In the above diagram:

  • Document is a FalkorDB node with a configurable label (default: "Document")
  • properties are Document attributes and meta fields stored flat on the node
  • embedding is stored as a vecf32 vector property indexed by FalkorDB’s native vector index
  • The native vector index enables approximate nearest neighbor search via db.idx.vector.queryNodes

Installation

falkordb-haystack can be installed using pip:

pip install falkordb-haystack

You will need a running FalkorDB instance. The simplest way is with Docker:

docker run -d -p 6379:6379 falkordb/falkordb:latest

Usage

from haystack_integrations.document_stores.falkordb import FalkorDBDocumentStore

document_store = FalkorDBDocumentStore(
    host="localhost",
    port=6379,
    embedding_dim=384,
    similarity="cosine",
)

Writing documents

from haystack import Document
from haystack.document_stores.types import DuplicatePolicy

documents = [
    Document(
        content="FalkorDB is a high-performance graph database for GraphRAG.",
        meta={"source": "docs", "category": "database"},
    )
]
document_store.write_documents(documents, policy=DuplicatePolicy.OVERWRITE)

Retrieving documents

FalkorDBEmbeddingRetriever can be used in a pipeline to retrieve documents by querying the native vector index with an embedded query, with optional metadata filtering:

from haystack import Document, Pipeline
from haystack.components.embedders import (
    SentenceTransformersDocumentEmbedder,
    SentenceTransformersTextEmbedder,
)
from haystack_integrations.document_stores.falkordb import FalkorDBDocumentStore
from haystack_integrations.components.retrievers.falkordb import FalkorDBEmbeddingRetriever

document_store = FalkorDBDocumentStore(
    host="localhost",
    port=6379,
    embedding_dim=384,
    recreate_graph=True,
)

documents = [
    Document(
        content="My name is Morgan and I live in Paris.",
        meta={"release_date": "2018-12-09"},
    )
]

document_embedder = SentenceTransformersDocumentEmbedder(
    model="sentence-transformers/all-MiniLM-L6-v2"
)
document_embedder.warm_up()
documents_with_embeddings = document_embedder.run(documents)
document_store.write_documents(documents_with_embeddings["documents"])

pipeline = Pipeline()
pipeline.add_component(
    "text_embedder",
    SentenceTransformersTextEmbedder(model="sentence-transformers/all-MiniLM-L6-v2"),
)
pipeline.add_component(
    "retriever",
    FalkorDBEmbeddingRetriever(document_store=document_store),
)
pipeline.connect("text_embedder.embedding", "retriever.query_embedding")

result = pipeline.run(
    data={
        "text_embedder": {"text": "What cities do people live in?"},
        "retriever": {
            "top_k": 5,
            "filters": {"field": "release_date", "operator": "==", "value": "2018-12-09"},
        },
    }
)

documents = result["retriever"]["documents"]

Graph queries with Cypher

FalkorDBCypherRetriever allows you to run arbitrary OpenCypher queries against the graph, which is useful for multi-hop traversals and custom GraphRAG patterns.
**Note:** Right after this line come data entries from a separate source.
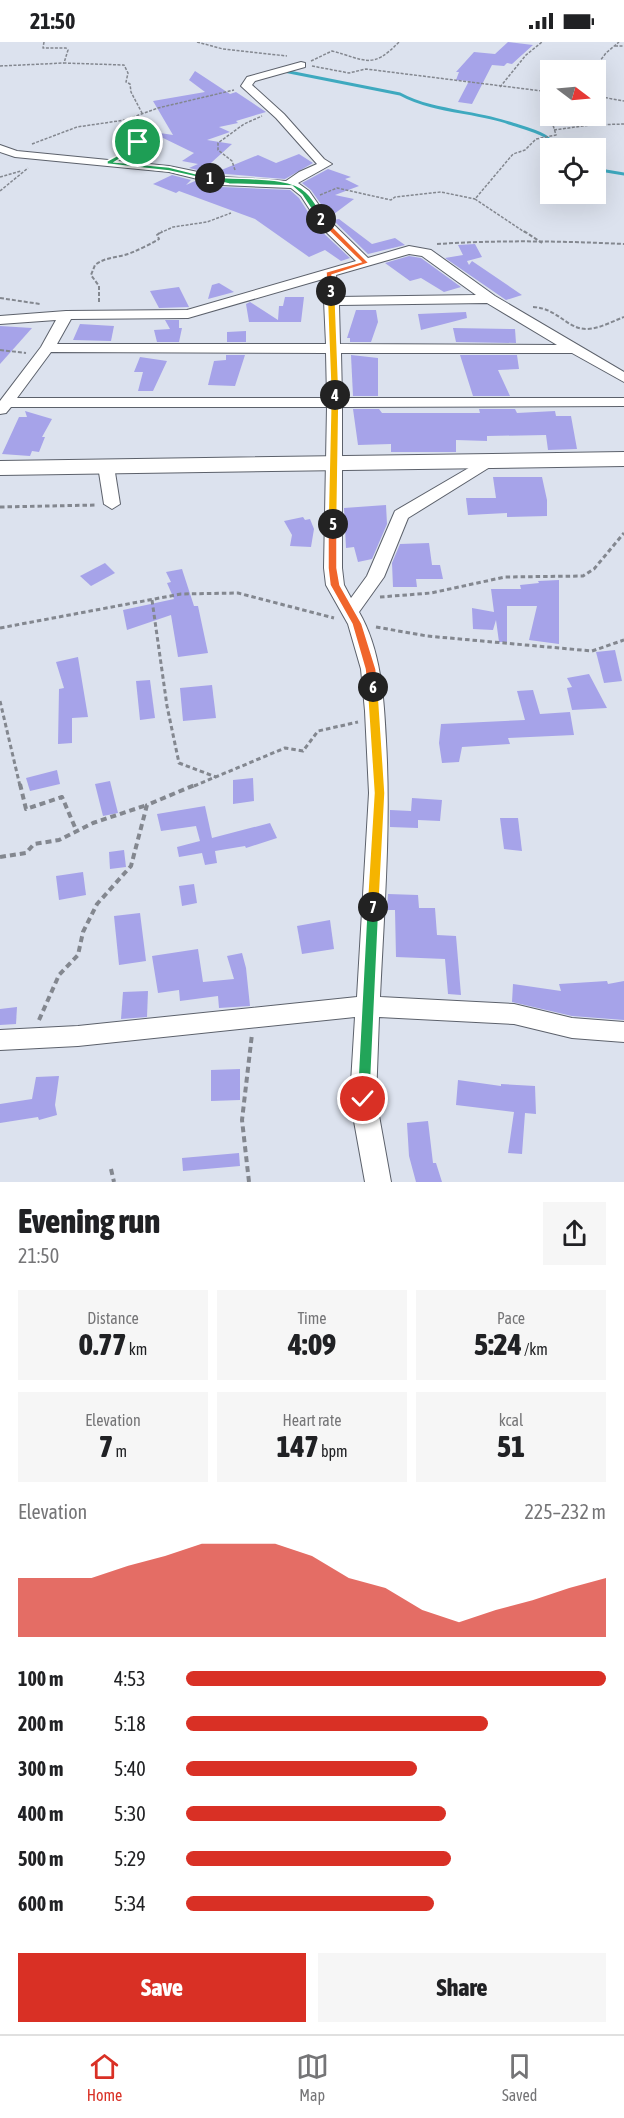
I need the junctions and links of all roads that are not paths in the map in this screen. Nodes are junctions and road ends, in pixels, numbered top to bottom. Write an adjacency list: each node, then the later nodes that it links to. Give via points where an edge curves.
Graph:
1 (301, 65): 3 (street, via 251,79 246,86 326,164)
2 (0, 148): 3 (street, via 15,154 169,169 222,181)
3 (289, 184): 4 (street, via 298,187 325,224)
4 (366, 263): 5 (street); 6 (street, via 415,250 431,256)
5 (329, 273): 7 (street); 8 (street, via 188,314)
6 (490, 299): 7 (street); 11 (street)
7 (332, 301): 10 (street)
8 (66, 315): 9 (street); 12 (street)
9 (0, 320)
10 (332, 350): 11 (street); 12 (street); 15 (street)
11 (578, 350): 13 (street)
12 (45, 351): 16 (street)
13 (624, 378)
14 (624, 402): 15 (street)
15 (335, 404): 16 (street); 19 (street)
16 (3, 407)
17 (624, 459): 18 (street)
18 (490, 462): 19 (street); 23 (street, via 401,515)
19 (333, 464): 20 (street); 23 (street, via 335,585)
20 (106, 466): 21 (street); 22 (street)
21 (0, 468)
22 (112, 504)
23 (356, 611): 24 (street, via 370,669 379,793)
24 (367, 1006): 25 (street, via 514,1014 572,1028); 26 (street, via 78,1036); 27 (street, via 363,1099)
25 (624, 1032)
26 (0, 1040)
27 (378, 1182)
Use parameterized queries to avoid injection vulnerabilities:

from haystack_integrations.document_stores.falkordb import FalkorDBDocumentStore
from haystack_integrations.components.retrievers.falkordb import FalkorDBCypherRetriever

document_store = FalkorDBDocumentStore(host="localhost", port=6379)

retriever = FalkorDBCypherRetriever(
    document_store=document_store,
    custom_cypher_query="MATCH (d:Document {topic: $topic}) RETURN d",
)

result = retriever.run(parameters={"topic": "GraphRAG"})
documents = result["documents"]

License

falkordb-haystack is distributed under the terms of the Apache 2.0 license.